Dr. Nolden-Koch: Am wichtigsten ist es, ruhig zu bleiben und sofort den Rettungsdienst unter der 112 zu rufen. Weisen Sie dabei unbedingt darauf hin, dass ein Schlaganfall vorliegen könnte. Den Betroffenen beobachten, beruhigen und Symptome dem Rettungsdienst beschreiben. Bis zum Eintreffen des Rettungsdienstes: sicherheitshalber, aufgrund der möglicherweise auftretenden Schluckbeschwerden, nichts essen oder trinken. Darüber hinaus ist es hilfreich, eine Medikamentenliste und Kontakttelefonnummern bereitzulegen.

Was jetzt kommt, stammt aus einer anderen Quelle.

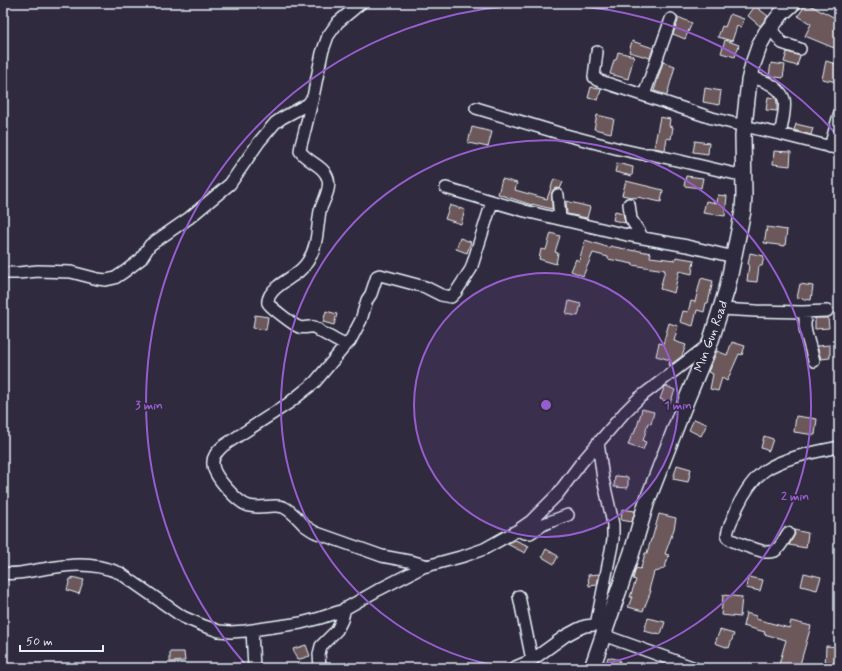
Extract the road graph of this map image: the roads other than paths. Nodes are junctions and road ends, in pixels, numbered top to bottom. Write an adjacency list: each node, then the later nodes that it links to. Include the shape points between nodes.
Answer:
1 (361, 3): 9 (street, via 338,22 328,36)
2 (793, 3): 4 (street, Min Gun Road)
3 (671, 18): 8 (street)
4 (770, 28): 5 (street, via 782,43); 7 (street, Min Gun Road, via 760,44)
5 (800, 50)
6 (597, 52): 8 (street, via 594,78)
7 (750, 77): 12 (street, Min Gun Road); 13 (street, via 768,83 784,100)
8 (644, 95): 12 (street)
9 (313, 97): 23 (street, via 304,107 275,123 230,184 189,218 150,245 141,259 115,278 98,279 71,272); 28 (street, via 300,151 326,175 327,192 320,211 311,257 296,274 270,294 268,304 298,327 313,327)
10 (476, 108): 15 (street, via 619,150 650,154)
11 (839, 115): 14 (street)
12 (744, 126): 13 (street); 15 (street, Min Gun Road)
13 (780, 134): 14 (street)
14 (834, 148)
15 (744, 176): 22 (street, Min Gun Road, via 743,211)
16 (446, 188): 18 (street)
17 (558, 195): 20 (street)
18 (492, 202): 20 (street); 28 (street, via 471,269 453,296 447,297 425,287 378,275 361,320)
19 (629, 204): 21 (street, via 631,219)
20 (560, 219): 21 (street)
21 (643, 238): 22 (street)
22 (734, 257): 24 (street, Min Gun Road)
23 (3, 273)
24 (721, 308): 26 (street); 27 (street, Min Gun Road)
25 (827, 310): 26 (street)
26 (805, 312): 29 (street, via 806,333)
27 (710, 343): 30 (street, via 639,398); 39 (street, Min Gun Road, via 649,497 632,552)
28 (346, 344): 35 (street, via 315,382 296,398 223,446 213,458 214,469 236,498 248,506 282,507 317,533 382,556)
29 (814, 361)
30 (598, 442): 33 (street, via 557,495); 39 (street, via 612,520 613,540)
31 (839, 447): 34 (street, via 788,460 763,472 742,497 727,537 755,549 771,552 779,547)
32 (568, 515): 33 (street, via 544,524 530,533)
33 (518, 530): 35 (street, via 484,549)
34 (788, 533)
35 (428, 566): 38 (street)
36 (3, 573): 40 (street, via 68,565 96,566 120,573 183,616 204,626 225,631)
37 (518, 596): 41 (street)
38 (345, 608): 40 (street, via 301,623); 44 (street, via 337,630 321,646)
39 (602, 628): 41 (street, via 586,626 578,629); 42 (street); 46 (street, Min Gun Road)
40 (252, 630): 43 (street)
41 (532, 660): 45 (street)
42 (678, 665): 47 (street)
43 (254, 668)
44 (320, 668)
45 (513, 668)
46 (592, 668)
47 (695, 668)

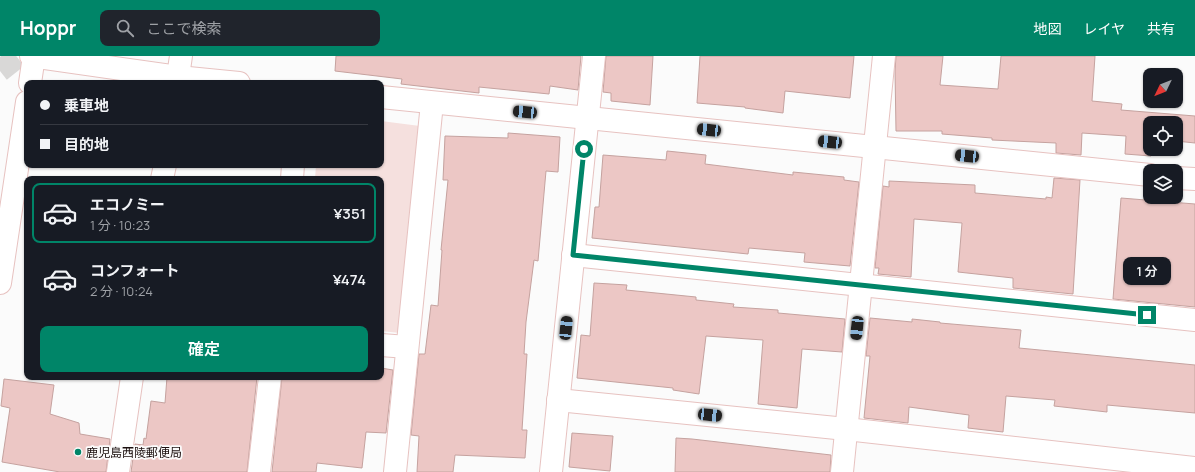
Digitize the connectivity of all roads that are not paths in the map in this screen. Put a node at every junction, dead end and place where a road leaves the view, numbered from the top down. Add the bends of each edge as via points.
1 (33, 56) edge
2 (594, 56) edge
3 (884, 56) edge
4 (179, 72) edge
5 (30, 80) edge
6 (223, 80) edge
7 (384, 97) edge
8 (432, 102) junction
9 (588, 118) junction
10 (24, 122) edge
11 (875, 147) junction
12 (1143, 174) edge
13 (1183, 178) edge
14 (1195, 179) edge
15 (573, 255) junction
16 (0, 283) edge
17 (861, 285) junction
18 (1195, 320) edge
19 (384, 345) edge
20 (407, 347) junction
21 (132, 380) edge
22 (270, 380) edge
23 (558, 400) junction
24 (846, 429) junction
25 (1195, 468) edge
26 (118, 472) edge
27 (259, 472) edge
28 (395, 472) edge
29 (551, 472) edge
30 (842, 472) edge

1 - 4 street
1 - 5 street
2 - 9 street
3 - 11 street
4 - 6 street
7 - 8 street
8 - 9 street
8 - 20 street
9 - 11 street
9 - 15 street
10 - 16 street
11 - 12 street
11 - 17 street
13 - 14 street
15 - 17 street
15 - 23 street
17 - 18 street
17 - 24 street
19 - 20 street
20 - 28 street
21 - 26 street
22 - 27 street
23 - 24 street
23 - 29 street
24 - 25 street
24 - 30 street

Nach dem Notruf: Was passiert dann?
Dr. Nolden-Koch: „Liegt der Verdacht auf einen Schlaganfall vor, wird der Patient oder die Patientin in ein Krankenhaus mit einer Stroke Unit gebracht. Das sind Abteilungen in Krankenhäusern, die auf die Diagnose und Behandlung von Schlaganfallpatienten spezialisiert sind. Dort wird unverzüglich unter anderem durch Bildgebung geklärt, ob ein Schlaganfall vorliegt und ob eine Akuttherapie zur Wiedereröffnung verschlossener Hirngefäße – Thrombolyse, Thrombektomie – möglich ist.“
Was ist entscheidend für eine erfolgreiche Weiterbehandlung?
Dr. Nolden-Koch: Entscheidend für den Erfolg ist nach wie vor die schnelle und vor allen Dingen gezielte Behandlung. Die Aufgaben der Stroke Unit sind zum einen die Akuttherapien, zum anderen die rasche Klärung der Ursache, um durch eine adäquate Therapie weitere Schlaganfälle zu verhindern. Die begonnene medikamentöse Therapie (Sekundärprophylaxe) muss häufig lebenslang eingenommen werden. Zudem wird mit sofortigen Therapiemaßnahmen (Logopädie, Physiotherapie und Ergotherapie) im Rahmen einer frühzeitigen Rehabilitation begonnen.
Rehabilitation: Was sollte hier beachtet werden?
Prof. Dr. Nacimiento: Eine frühe Rehabilitation ist ein ganz entscheidender Faktor für die Genesung, je früher, desto besser. Nach einem Schlaganfall ist es für die meisten Betroffenen wichtig, ihre Bewegungsfähigkeit und Sprache sowie ihre Selbstständigkeit wiederzuerlangen oder zumindest einen Teil davon. Diese beginnt schon während der Behandlung auf der Stroke Unit und wird bei Bedarf anschließend in einer Rehaklinik stationär oder ambulant fortgesetzt.
Welche Risikofaktoren gibt es?
Prof. Dr. Nacimiento: Ein hoher Blutdruck ist – mit großem Abstand – der größte Risikofaktor. Erhöhte Blutzuckerwerte bei Diabetes mellitus, erhöhte Blutfette sowie Rauchen stellen weitere wichtige Risikofaktoren dar. Essenziell, um möglicherweise einen Schlaganfall vorzubeugen: ein optimal eingestellter Blutdruck und Blutzucker, regelmäßige Bewegung, Nichtrauchen sowie eine gesunde und ausgewogene Ernährung. Das Alter ist der einzige nicht beeinflussbare Risikofaktor. Aufgrund der demografischen Entwicklung sehen wir viele Schlaganfälle bei älteren Menschen, dennoch erleiden auch jüngere Menschen aufgrund von seltenen Ursachen Schlaganfälle, so dass ein junges Alter kein Ausschlusskriterium für einen Schlaganfall ist.